There are a few software libraries out there to manage lemmas etc and I've played around a bit with one in the past. But I did find an excellent article on the topic of Persian - https://aclanthology.org/L18-1179.pdf whxih described a language toolkit and the authors have make their toolkit public on github: https://github.com/ICTRC/Parsivar

So I thought that perhaps the thing to do is normalize and tokenized my own corpus, build a database, etc... but that's really more than just a few hours of work. And I got lazy.

Instead, I found that someone has already uploaded a persian frequency dictionary onto Ankiweb. Good enough, even if the sentence structure is not adequate for my needs - what I'm now building is much more simple. I'm going to just search the first instance of the head word in the Tatoeba sorted sentences. With this list of sentences, I'm putting them back into Anki and using the HyperTTS to create the audio.

So for the 'and' example the Tatoeba example sentence is

آنها جر و بحث کردند

Ha! That's not any better. :shock:

The translation of that into English is "They argued." I have no idea why there is an 'and' in that sentence.

As imperfect as this is, the next choice is ... بخندید و چاق باشید. - Laugh and be fat. That works perfectly.

So. Reimport into Anki, add sound with the TSS plug in and (after reformatting the cards.) This frequency deck should look like this:

Screenshot 2022-05-07 at 19.49.04.png

It's sloppy, and I'm playing around with this some more. I'm posting to see what the collective hive mind has done in these areas.
I'm open to ideas...

Postby **rdearman** » Sat May 07, 2022 7:01 pm

I found some open-source French and Italian corpus at various universities, which were broken out by frequency. You might be able to find some at a university "in country".

Beli Tsar · Postby **Beli Tsar** » Sat May 07, 2022 7:21 pm

This looks extremely useful. Persian could do with a few good resources like this.

I used the Routledge dictionary, and while it is good in many ways, the example sentences aren't the only problem with it. The main issue was that it was so heavily skewed to news and politics: which is fine for those who like it, but not ideal for general use. I could talk about nuclear war, the evils of America, and sanctions, but not so much about anything human or practical.

Hilbert · Postby **Hilbert** » Sat May 07, 2022 9:45 pm

There are two Persian frequency lists here. The subtitle one has a lot of foreign place names in it and things like that. Perhaps you've already seen them.

https://www.reddit.com/r/farsi/comments/5uajqm/10k_most_common_word_lists_anki_packages/

You are using TTS to do the persian audio? I've not found an adequate TTS program for Persian. Azure has beautiful natural sounding voices, but it mispronounces so many words and is really bad at figuring out where the ezafehs go.

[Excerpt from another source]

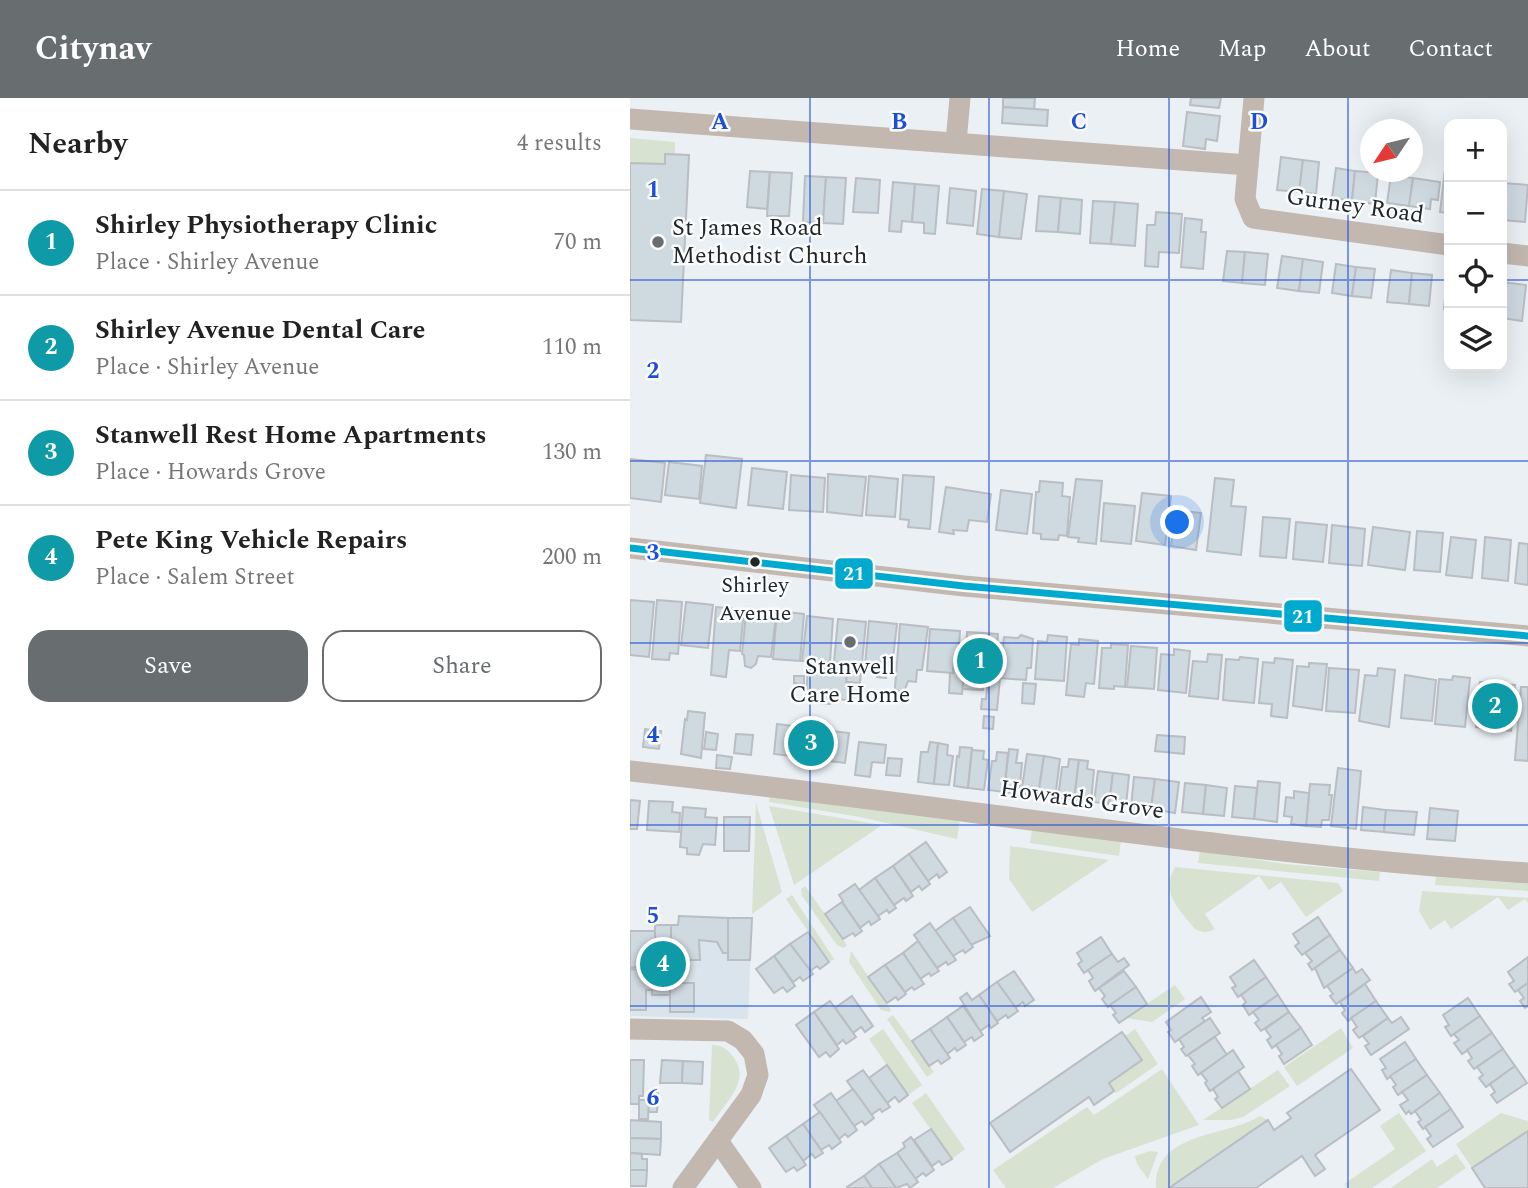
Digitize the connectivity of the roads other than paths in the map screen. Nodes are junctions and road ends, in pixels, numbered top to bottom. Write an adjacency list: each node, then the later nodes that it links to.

zenmonkey · Postby **zenmonkey** » Sun May 08, 2022 10:17 am

Hilbert wrote:There are two Persian frequency lists here. The subtitle one has a lot of foreign place names in it and things like that. Perhaps you've already seen them.

https://www.reddit.com/r/farsi/comments/5uajqm/10k_most_common_word_lists_anki_packages/

You are using TTS to do the Persian audio? I've not found an adequate TTS program for Persian. Azure has beautiful natural sounding voices, but it mispronounces so many words and is really bad at figuring out where the ezafehs go.

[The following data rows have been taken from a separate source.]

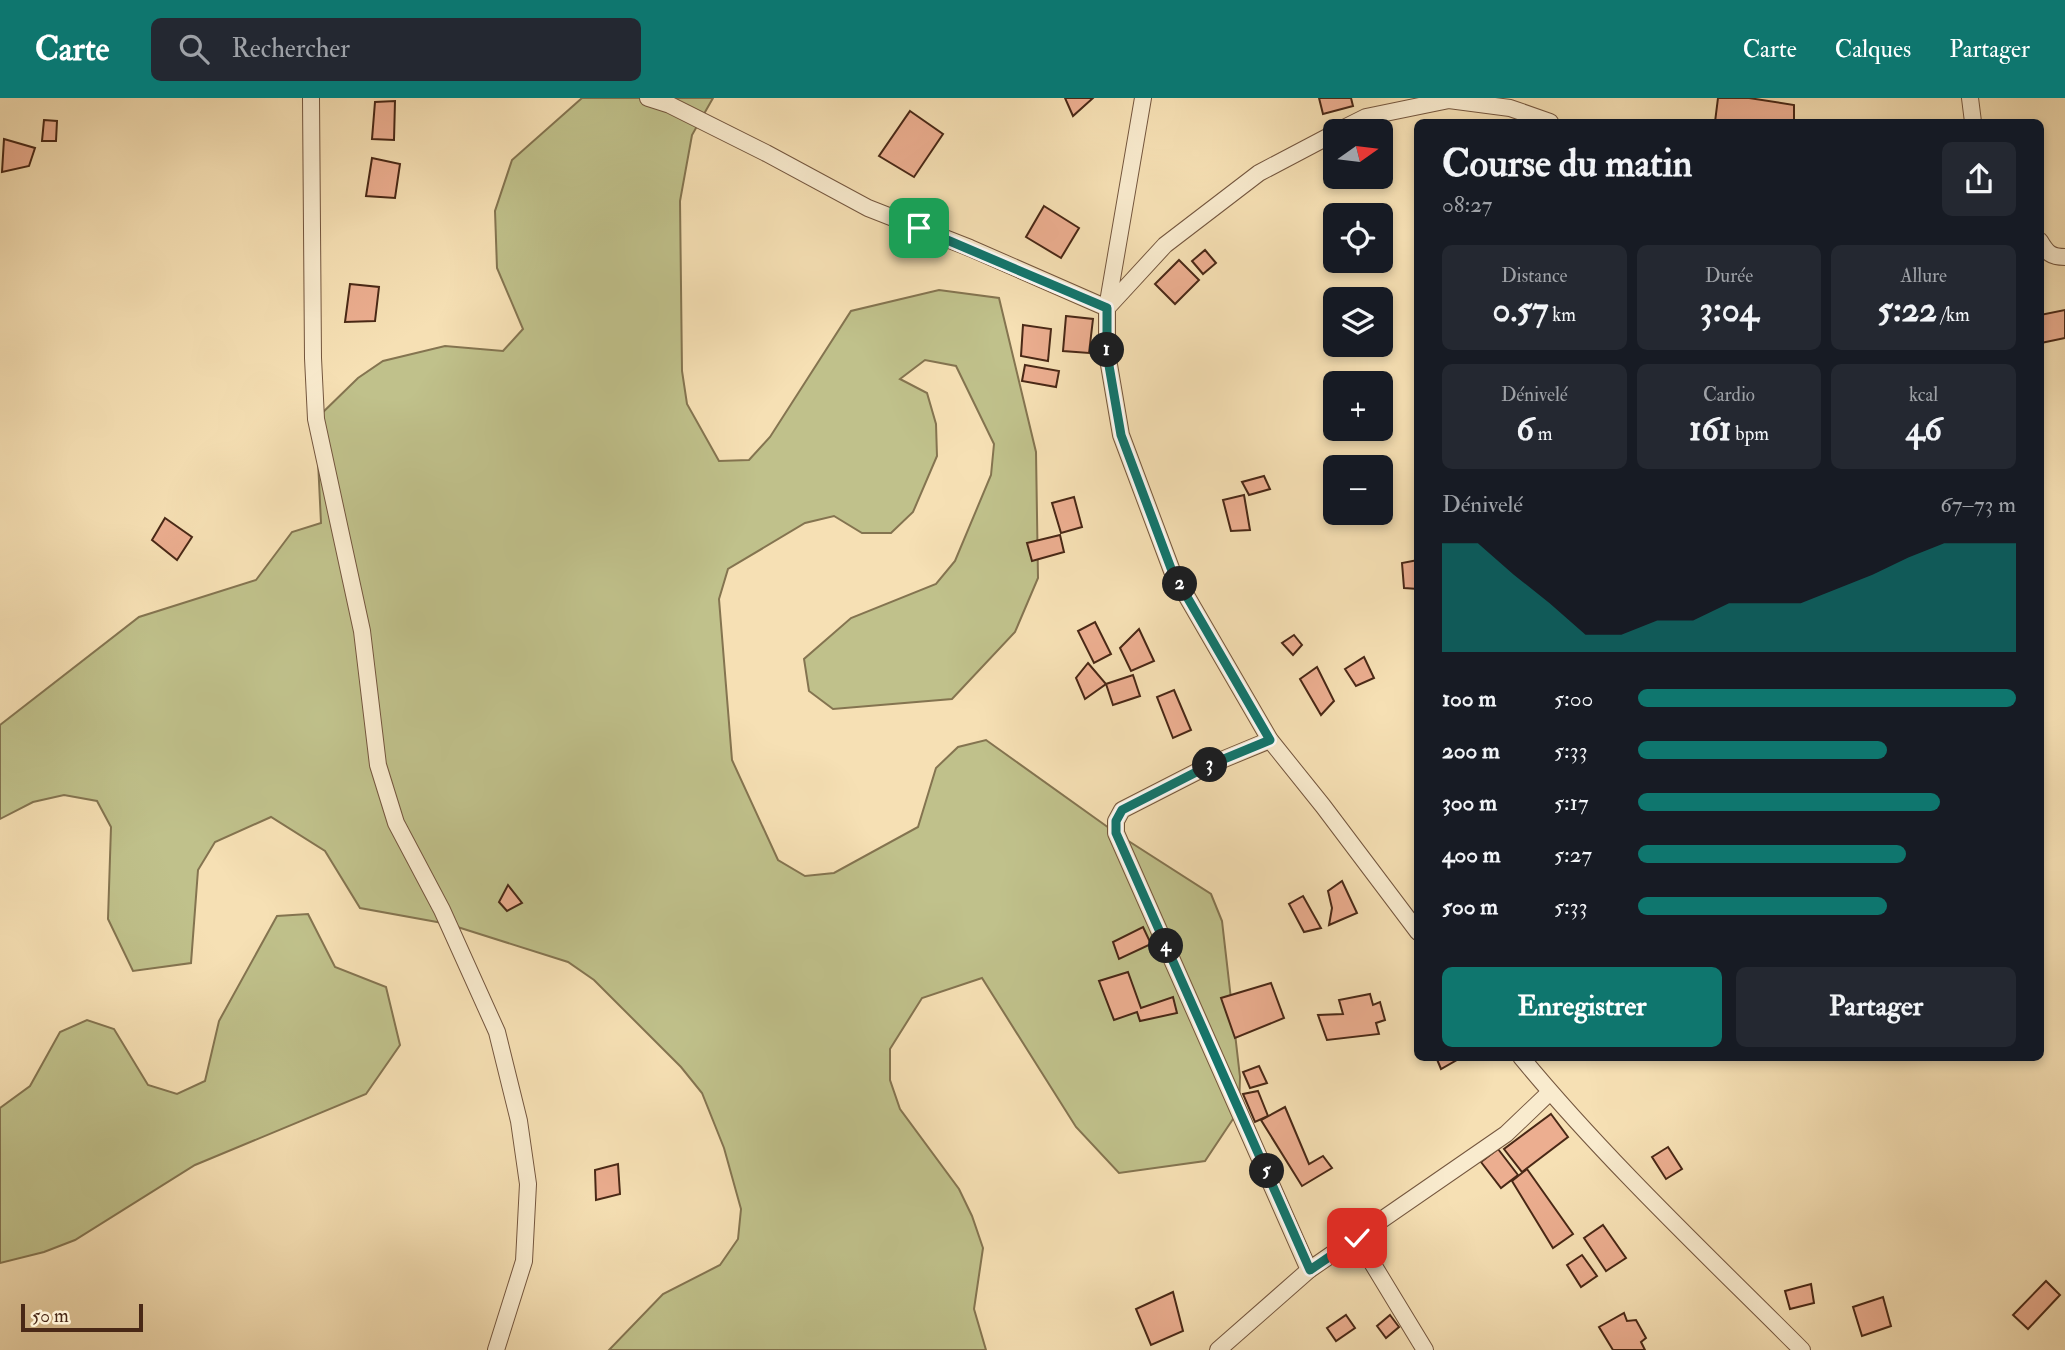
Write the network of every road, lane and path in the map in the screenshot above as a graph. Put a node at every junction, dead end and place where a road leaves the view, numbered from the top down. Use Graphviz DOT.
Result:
graph roads {
  1 [pos="311,98"];
  2 [pos="648,98"];
  3 [pos="1143,98"];
  4 [pos="1970,98"];
  5 [pos="1362,119"];
  6 [pos="1541,119"];
  7 [pos="1973,119"];
  8 [pos="1323,139"];
  9 [pos="2044,247"];
  10 [pos="2065,257"];
  11 [pos="1107,308"];
  12 [pos="1270,740"];
  13 [pos="1414,927"];
  14 [pos="1524,1061"];
  15 [pos="1550,1092"];
  16 [pos="1357,1238"];
  17 [pos="1310,1270"];
  18 [pos="496,1350"];
  19 [pos="1218,1350"];
  20 [pos="1425,1350"];
  21 [pos="1802,1350"];
  1 -- 18 [label="street"];
  2 -- 11 [label="street"];
  3 -- 11 [label="street"];
  4 -- 7 [label="street"];
  5 -- 6 [label="street"];
  8 -- 11 [label="street"];
  9 -- 10 [label="street"];
  11 -- 12 [label="street"];
  12 -- 13 [label="street"];
  12 -- 17 [label="street"];
  14 -- 15 [label="street"];
  15 -- 16 [label="street"];
  15 -- 21 [label="street"];
  16 -- 17 [label="street"];
  16 -- 20 [label="street"];
  17 -- 19 [label="street"];
}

Thanks for sharing those, will see what I can do with them. The Anki files that they come with are not very useful, just having the Persian word and frequency number. This gives you:

Screenshot 2022-05-08 at 11.59.24.png

Why would someone build an Anki package like that?

To answer your other question, I'm using the Azure AI for pronunciation and I found that while it does mispronounce some words, it's overall the best compromise between ease of use and quality. Searching and downloading Forvo files is just not practical and the quality is rarely much better.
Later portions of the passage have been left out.